- mike sula
- Tim Burton
Bearded, burly Tim Burton assembled a small crowd around a tall, moss-spackled hard maple tree just outside his log-walled sugarhouse, in southern Medora, Indiana. He dipped a cup into the tin bucket hanging from the sunlit south side of the tree and ladled out some cool, clear sap, sloshing a bit on the ground in the process, and then stuck a hydrometer into it to measure its sugar content.
"Holy cow, wait a second," he said, squinting at the scale. "That can't be right. Oh my god. That's really good. That's over 4 percent. Hold on a second." He leaned over and planted a smooch on the rough bark. "Keep going, girl."

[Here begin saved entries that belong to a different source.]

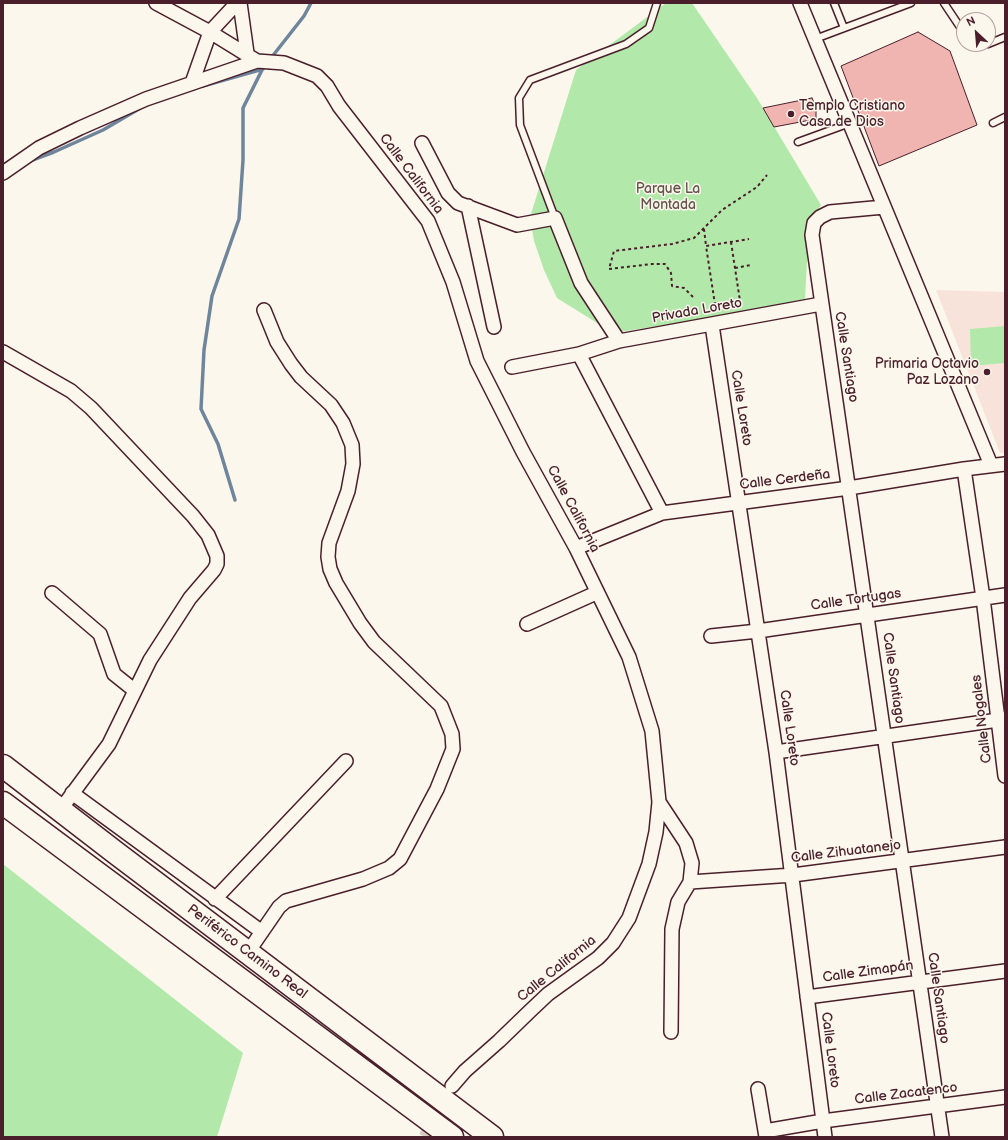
<!DOCTYPE html>
<html>
<head>
<meta charset="utf-8">
<style>
	body { margin:0 }
	#map { position:relative; width:1008px; height:1140px; overflow:hidden; background:#fbf7ec; font-family:"Balsamiq Sans",sans-serif }
	canvas { display:block }
	.frame { position:absolute; inset:0; border:4px solid #4a1f2b; pointer-events:none }
	.north { position:absolute; left:956px; top:12px; width:40px; height:40px; box-sizing:border-box; background:#fbf7ec; border:1px solid #b4a19f; border-radius:50%; rotate:334deg; font-size:11px; font-weight:700; line-height:16px; text-align:center; color:#4a1f2b }
	.north::after { content:''; display:block; margin:auto; width:14px; height:18px; background:#4a1f2b; clip-path:polygon(50% 0,100% 100%,50% 72%,0 100%) }
</style>
</head>
<body>
<div id="map">
<canvas width="1008" height="1140"></canvas>
<div class="frame"></div>
<div class="north">N</div>
</div>
<script>
const ctx = document.querySelector('canvas').getContext('2d');
ctx.lineJoin = 'round';
function paint(path, color) { ctx.fillStyle = color; ctx.fill(path, 'evenodd'); }
const toPath = rows => new Path2D(rows.map(r => 'M' + r).join(''));
function trace(path, color, width, dash) { ctx.strokeStyle = color; ctx.lineWidth = width; ctx.lineCap = dash ? 'butt' : 'round'; ctx.setLineDash(dash || []); ctx.stroke(path); }
function drawText(font, color, halo, rows, align = 'center') {
  ctx.font = font + ' "Balsamiq Sans",sans-serif'; ctx.lineWidth = 3; ctx.setLineDash([]); ctx.textBaseline = 'middle'; ctx.strokeStyle = halo; ctx.fillStyle = color; for (const [text, x, y, turn = 0] of rows) {
    ctx.save(); ctx.translate(x, y); ctx.rotate((+turn || 0) * Math.PI / 180); ctx.textAlign = isNaN(turn) ? turn : align; if (halo) ctx.strokeText(text, 0, 0); ctx.fillText(text, 0, 0); ctx.restore();
  }
}
paint(toPath([
	[936,290,1005,292,1005,452,1000,453]
]), '#f8e3da');
paint(toPath([
	[666,3,692,3,757,98,821,205,809,223,805,299,741,313,613,333,557,298,544,270,534,241,530,217,576,70],
	[1005,326,1005,363,971,366,970,329],
	[3,864,243,1053,217,1137,3,1137]
]), '#b2e9ab');
trace(toPath([
	[271,58,304,16,311,3],
	[203,86,263,69],
	[27,162,54,152,103,130,144,106],
	[235,500,218,444,201,409,204,350,212,296,239,219,243,160,243,108,262,70]
]), '#6e859c', 3.5);
const building = toPath([
	[918,32,950,51,977,125,879,166,841,66,918,32],
	[812,98,816,107,816,119,774,127,763,108,812,98]
]);
paint(building, '#f0b5b1');
trace(building, '#4a1f2b', 1);
trace(toPath([
	[425,1137,447,1096]
]), '#d8ccc5', 13, [13, 6]);
const lane = toPath([
	[834,3,844,28],
	[944,3,964,33],
	[815,39,911,3],
	[988,44,1005,37],
	[993,123,1005,117],
	[798,142,850,123],
	[555,218,520,125,519,98,530,80,626,44,649,28,657,3]
]);
const street = toPath([
	[156,3,210,32,257,61,284,63,317,76,327,86,339,106,428,221,453,282,477,361,523,452,576,548,629,657,652,731,659,802,656,832,649,864,629,918,613,943,598,958,548,994,530,1011,499,1041,465,1071,452,1086],
	[240,3,247,53],
	[800,3,991,465],
	[192,83,210,32,237,3],
	[422,143,448,193,458,203,517,225,555,218,581,283,619,341],
	[3,173,39,148,80,128,146,99,257,61],
	[468,206,494,327],
	[884,207,830,212,820,217,814,223,812,235,942,1137],
	[712,325,776,752,825,1137],
	[3,352,71,391,91,408,193,516,208,535,217,556,217,564,214,570,190,598,150,660,109,744,61,809],
	[579,354,662,513],
	[512,367,579,354,619,341,821,304],
	[964,469,983,598,1005,776],
	[576,548,662,513,849,488,964,469,1005,464],
	[52,593,100,634,114,674,134,690],
	[527,624,596,593],
	[711,636,758,631,1005,595],
	[776,752,1005,719],
	[72,793,262,932],
	[659,802,686,843,692,863,690,882,678,902,672,929,671,1032],
	[690,882,793,875,1005,847],
	[215,899,346,761],
	[248,952,279,907,286,901,363,879,389,868,400,859,437,789,453,749,452,734,441,706,374,642,360,623,336,583,330,569,328,557,329,543,348,491,353,464,352,445,343,423,331,405,301,377,291,364,277,342,264,310],
	[807,997,1005,971],
	[758,1089,766,1137],
	[765,1131,823,1121,1005,1097]
]);
const highway = toPath([
	[3,766,116,853,492,1137],
	[3,803,452,1137]
]);
trace(lane, '#4a1f2b', 9);
trace(street, '#4a1f2b', 16);
trace(highway, '#4a1f2b', 25);
trace(toPath([
	[704,229,706,246],
	[731,242,740,301],
	[735,268,751,265],
	[693,297,684,288,672,286,671,273,665,264,652,264,609,269,614,251,672,244,694,238,722,210,757,187,767,175],
	[716,311,706,246,749,239]
]), '#4a1f2b', 2, [3, 3]);
trace(lane, '#fbf7ec', 6);
trace(street, '#fbf7ec', 13);
trace(highway, '#fbf7ec', 22);
for (const [x, y, r, color] of [
	[791,114,4,"#4a1f2b"],
	[987,372,4,"#4a1f2b"]
]) { const dot = new Path2D(); dot.arc(x, y, r, 0, 2 * Math.PI); ctx.fillStyle = color; ctx.fill(dot); trace(dot, '#fbf7ec', 1.5); }
drawText('14px', '#4a1f2b', '#fbf7ec', [
	["Templo Cristiano",799,106],
	["Casa de Dios",799,122],
	["Primaria Octavio",979,364,"right"],
	["Paz Lozano",979,380,"right"]
], 'left');
drawText('14px', '#4a1f2b', '#fbf7ec', [
	["Calle California",411,174,53],
	["Privada Loreto",697,311,-10],
	["Calle Santiago",846,357,81],
	["Calle Loreto",741,408,81],
	["Calle Cerdeña",785,480,-7],
	["Calle California",573,509,62],
	["Calle Tortugas",856,600,-8],
	["Calle Santiago",893,678,82],
	["Calle Nogales",982,719,-97],
	["Calle Loreto",789,728,82],
	["Calle Zihuatanejo",846,852,-7],
	["Periférico Camino Real",247,952,37],
	["Calle California",557,969,-39],
	["Calle Zimapán",868,972,-8],
	["Calle Santiago",938,998,82],
	["Calle Loreto",830,1050,83],
	["Calle Zacatenco",906,1094,-7]
]);
drawText('14px', '#64524b', '#fbf7ec', [
	["Parque La",668,189],
	["Montada",668,205]
]);
</script>
</body>
</html>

That Saturday in early March was the midpoint of the annual six-week sugaring season, and conditions were ideal for tapping the tree, one of some 700 maples Burton has on his farm, or "sugar bush," about two miles outside of town. The temperature had warmed from a frigid night (22 degrees) to the low 50s under a brilliant afternoon sun-perfect freeze-thaw conditions to get the trees' sap flowing. This also happened to be day one of the second annual National Maple Syrup Festival, which Burton hosts at the farm and at the nearby Medora Community School. Earlier in the day bluegrass bands had played onstage at the school and John Young, the world record holder in the vertical pancake toss (28.5 feet), had griddled flapjacks. Along the "sugar trail" Burton had cut through the woods, reenactors demonstrated how Native Americans and French settlers boiled sap down to sugar in kettles over open fires (sugar is easier to store than syrup, which can ferment and go bad). There'd also been a maple syrup cooking contest, judged by Chicago chefs Jason McLeod and Danny Grant from the Elysian Hotel, Paul Kahan of Blackbird and the Publican, Publican chef de cuisine Brian Huston, and me.
- Mike Sula
- Reenactors at the National Maple Syrup Festival
The chefs' reasons for the trip extended beyond gauging the merits of maple cheesecake blondies and baby-carrot-maple cakes—though the 18-and-under competition was high stakes for some (the only local finalist, a young girl, collapsed weeping into her mother's arms when she learned she hadn't won). Though Burton and his wife, Angie, make the five-and-a-half-hour trip to Chicago's Green City Market almost every week during the summer to sell their syrup, the chefs wanted to see for themselves how it's made. Each week at the Publican they go through about two gallons of Burton's syrup, braising meats in it and using it to baste dishes that come out of the wood-fired oven. At Balsan, the Elysian's casual restaurant, they run through about a gallon and a half every week. McLeod eats it every day on his own breakfast, and Kahan says when he searches the fridge for something to subdue his late-night sweet tooth, more often not he reaches for the Burton's and takes a swig.
- Mike Sula
- Volcano 2000 evaporator
If the festival's title sounds grandiose for Indiana—what about Vermont?—consider that up until the 1960s the state produced more maple syrup than any of the 17 others that make it. The Burtons began sugaring about four years ago not far from the land Angie's great-great-great-great-great-grandfather Jacob Flinn settled in 1810. Three years later he was captured by a band of Potawatomie and forced to haul his sugar kettle north some 135 miles to the area around West Lafayette before making his escape.